The new social worker consulted with the director of the early trauma treatment center at San Francisco General Hospital, who had served as a consultant for the Agency for 27 years and had conferred with a previous social worker assigned to the case. The consultant recommended that all visits between the boys and their parents be terminated. The consultant stated that the boys' behavior showed 'the classic characteristics of children whose brain development and emotional health has been derailed by their early experiences as they show emotional dysregulation, for example, in the form of the inability to control feces when under stress; severe aggression; lack of tolerance for frustration; fear of separation; chronic sleep problems and night terrors; violence towards teachers and peers; and food hoarding.' She believed that visits with the parents were 'a reminder of the traumatic experiences that they experienced when in their care,' and that 'their behaviors represent the trauma they suffered though they cannot articulate their pain.'

In late October 2011, the aunt reported that the older brother had a bowel movement during a visit (apparently with mother) that was so bad his clothes had to be thrown away.

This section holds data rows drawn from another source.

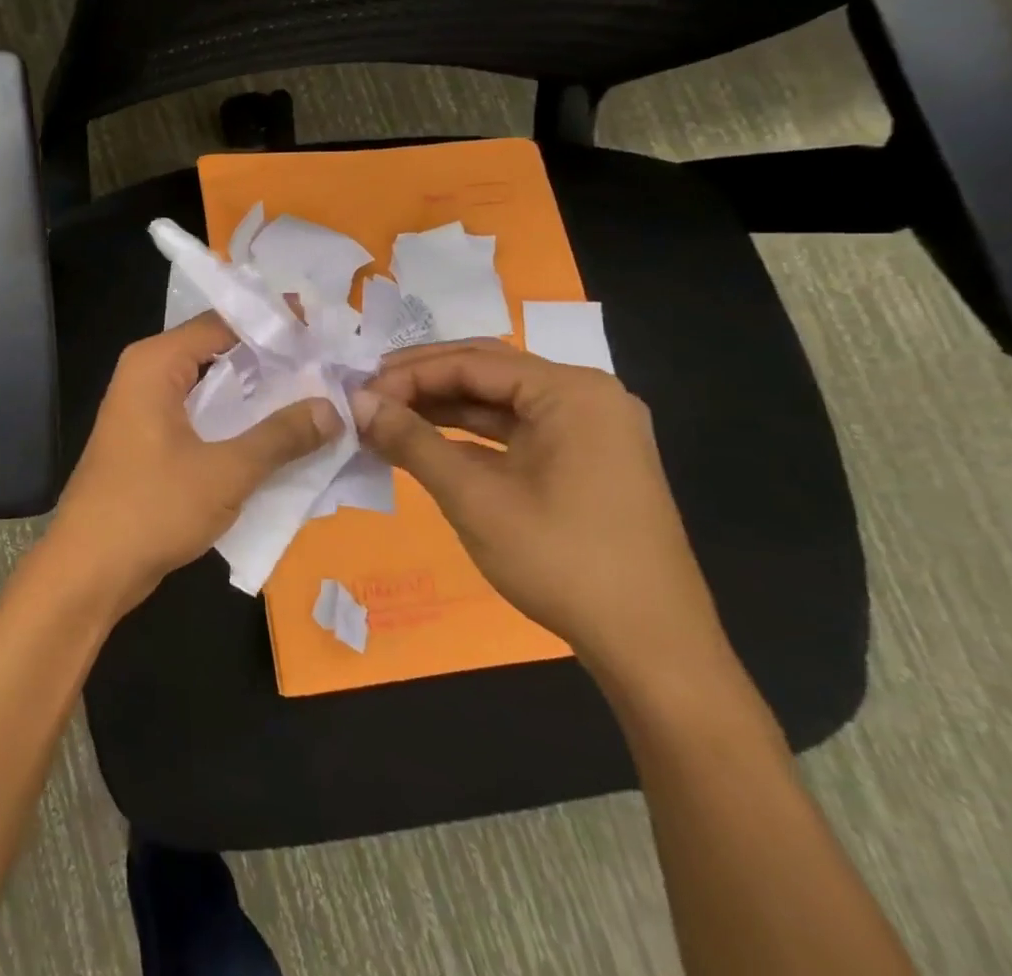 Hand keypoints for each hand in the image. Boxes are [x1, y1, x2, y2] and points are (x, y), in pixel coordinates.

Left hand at [48, 312, 340, 618]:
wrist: (89, 568)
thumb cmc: (151, 508)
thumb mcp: (225, 472)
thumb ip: (280, 437)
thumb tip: (334, 408)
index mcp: (155, 363)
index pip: (221, 323)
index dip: (271, 323)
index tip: (321, 329)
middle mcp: (146, 374)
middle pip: (216, 351)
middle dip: (269, 359)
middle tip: (327, 364)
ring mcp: (144, 408)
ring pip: (209, 386)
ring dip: (254, 394)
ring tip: (315, 396)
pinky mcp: (148, 439)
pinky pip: (198, 415)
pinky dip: (234, 421)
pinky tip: (275, 436)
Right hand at [351, 341, 730, 685]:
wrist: (654, 649)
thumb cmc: (563, 562)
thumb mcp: (475, 498)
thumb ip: (412, 442)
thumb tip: (358, 403)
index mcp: (572, 392)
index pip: (471, 363)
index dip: (408, 375)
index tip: (358, 394)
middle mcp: (586, 397)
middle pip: (487, 371)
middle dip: (423, 381)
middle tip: (368, 396)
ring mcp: (591, 429)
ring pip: (499, 400)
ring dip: (442, 407)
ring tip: (386, 417)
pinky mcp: (586, 460)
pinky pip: (516, 429)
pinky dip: (469, 434)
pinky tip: (427, 442) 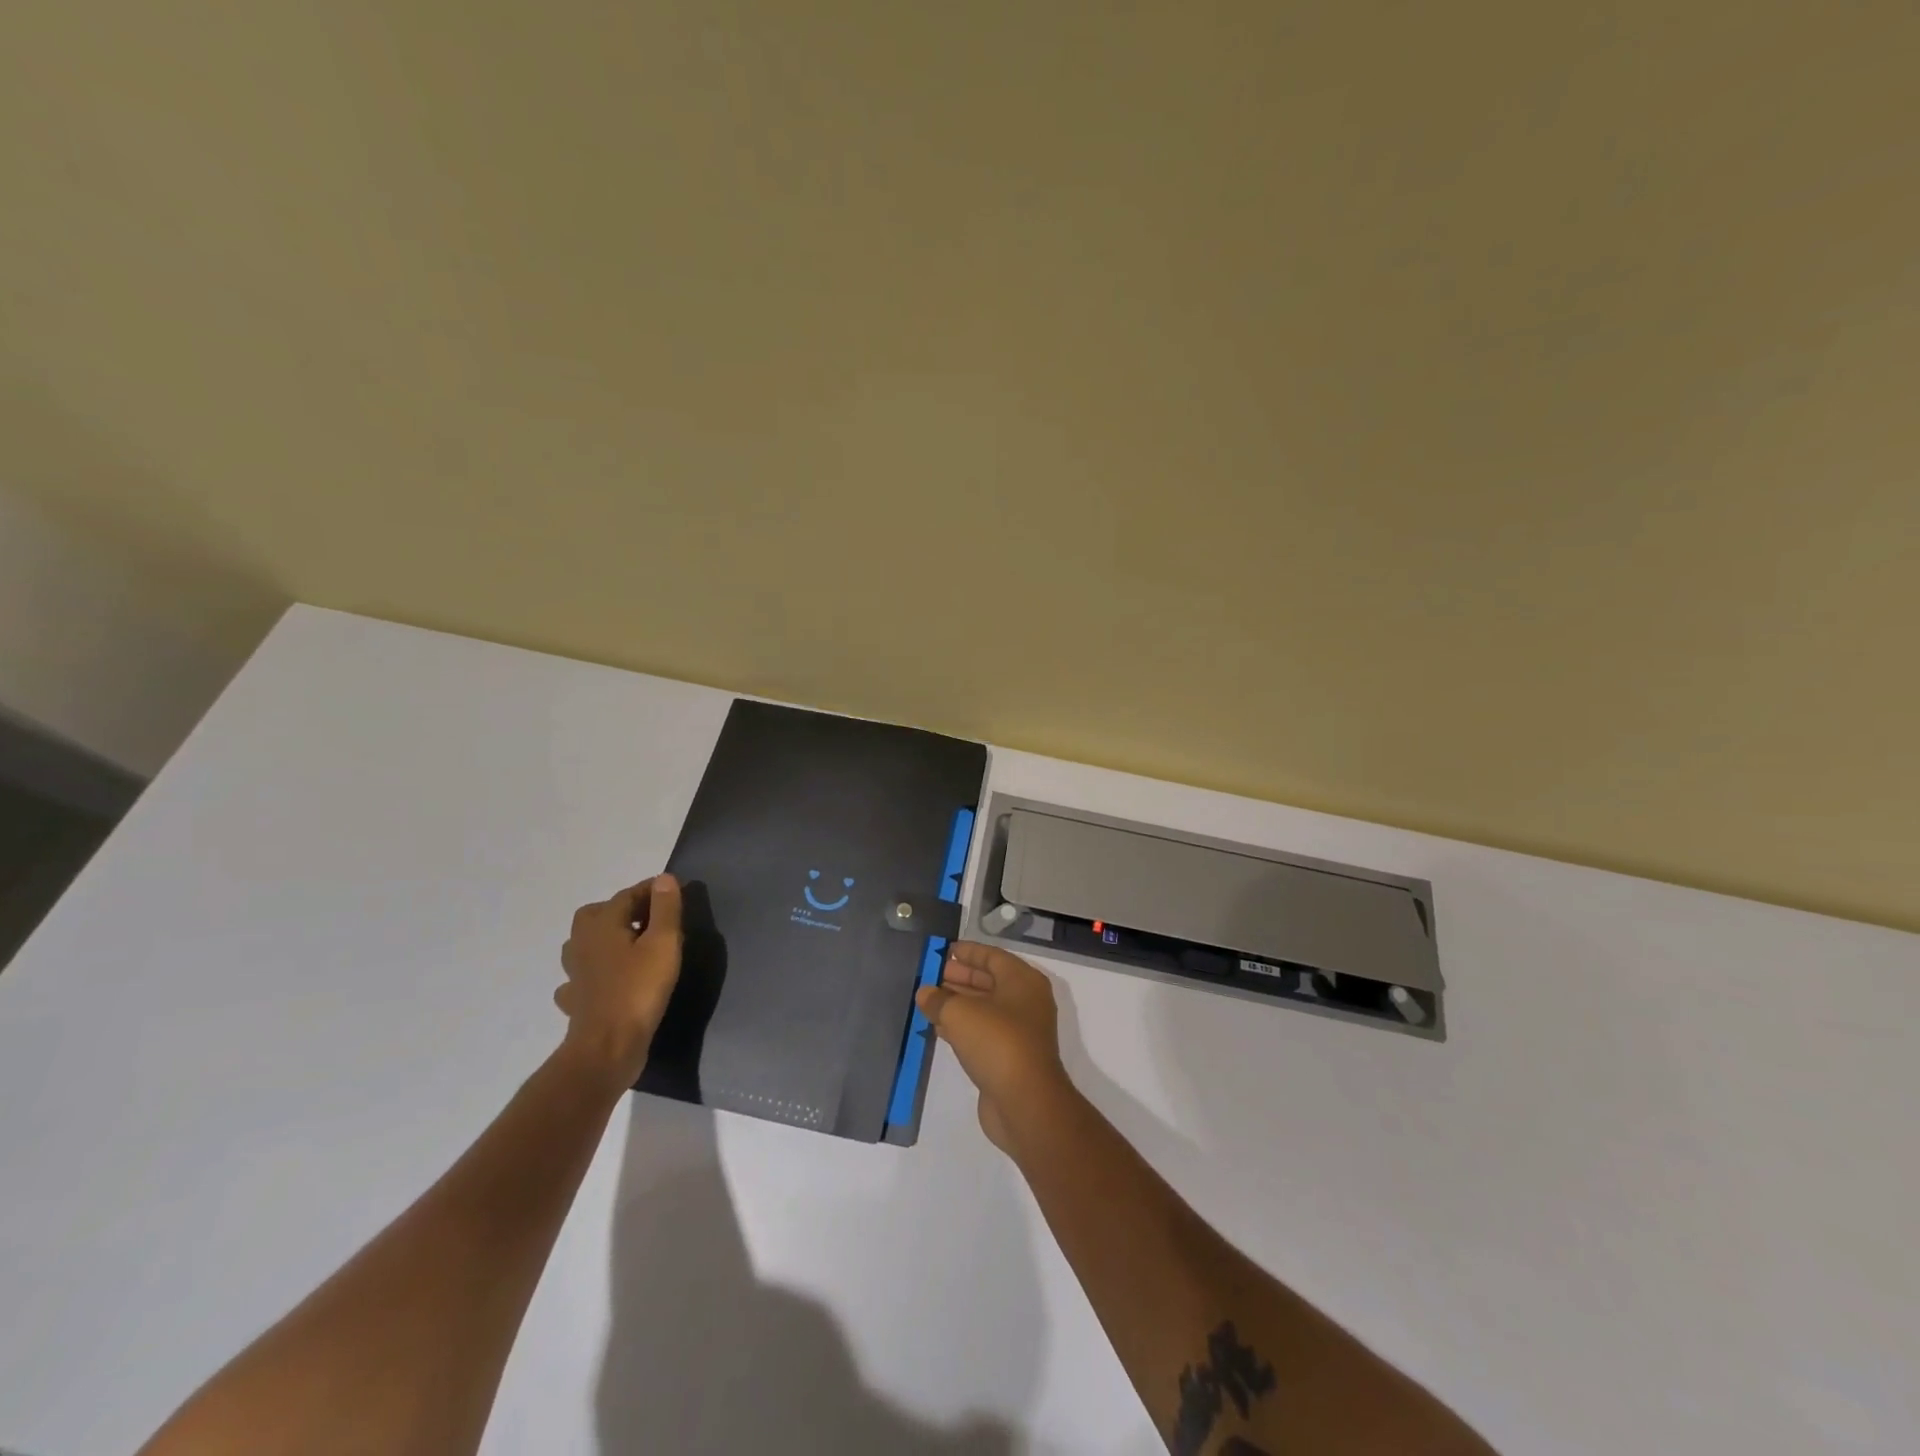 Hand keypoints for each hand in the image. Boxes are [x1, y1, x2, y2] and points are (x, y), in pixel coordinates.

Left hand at [555, 874, 683, 1091]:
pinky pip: (581, 978)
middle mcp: (582, 944)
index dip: (651, 890)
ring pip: (584, 944)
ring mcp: (575, 974)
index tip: (673, 890)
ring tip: (631, 945)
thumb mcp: (663, 944)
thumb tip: (664, 878)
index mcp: (602, 925)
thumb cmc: (639, 989)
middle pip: (597, 914)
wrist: (607, 1048)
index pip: (627, 895)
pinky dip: (593, 973)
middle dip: (621, 910)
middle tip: (649, 917)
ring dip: (604, 939)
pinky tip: (608, 980)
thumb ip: (665, 908)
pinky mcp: (576, 1001)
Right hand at [916, 942, 1074, 1153]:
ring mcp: (1019, 1031)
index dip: (967, 952)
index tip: (942, 950)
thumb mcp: (960, 1013)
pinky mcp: (1009, 1057)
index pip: (992, 956)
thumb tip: (925, 993)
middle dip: (959, 977)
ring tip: (927, 999)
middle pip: (988, 981)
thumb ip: (939, 999)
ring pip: (984, 1008)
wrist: (1026, 1103)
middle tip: (930, 975)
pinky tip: (937, 1027)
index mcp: (1022, 981)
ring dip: (957, 1003)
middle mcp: (1025, 1002)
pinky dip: (961, 1027)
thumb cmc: (997, 1043)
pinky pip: (982, 1033)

He was able to avoid an accident during a different visit (this one with father), but he then had diarrhea for the two days following it. The younger brother, who was almost four years old and fully toilet trained, also soiled his pants two days in a row after visits with father. The middle brother appeared withdrawn at school the day after an October visit with mother, and he pointed to 'angry and sad faces' when his therapist asked him to describe how he felt after the visit. Because of his behavior at preschool, he was on the verge of being expelled just three months after starting there. According to the social worker, all three boys acted out following parental visits, and this pattern continued through early 2012."

I'm no expert on this stuff.  I'm not saying anything about the merits.  But I've read a lot of these opinions.  Lots of different kinds of trauma.  But never before have I seen a case in which there was so much discussion of the kids' poo.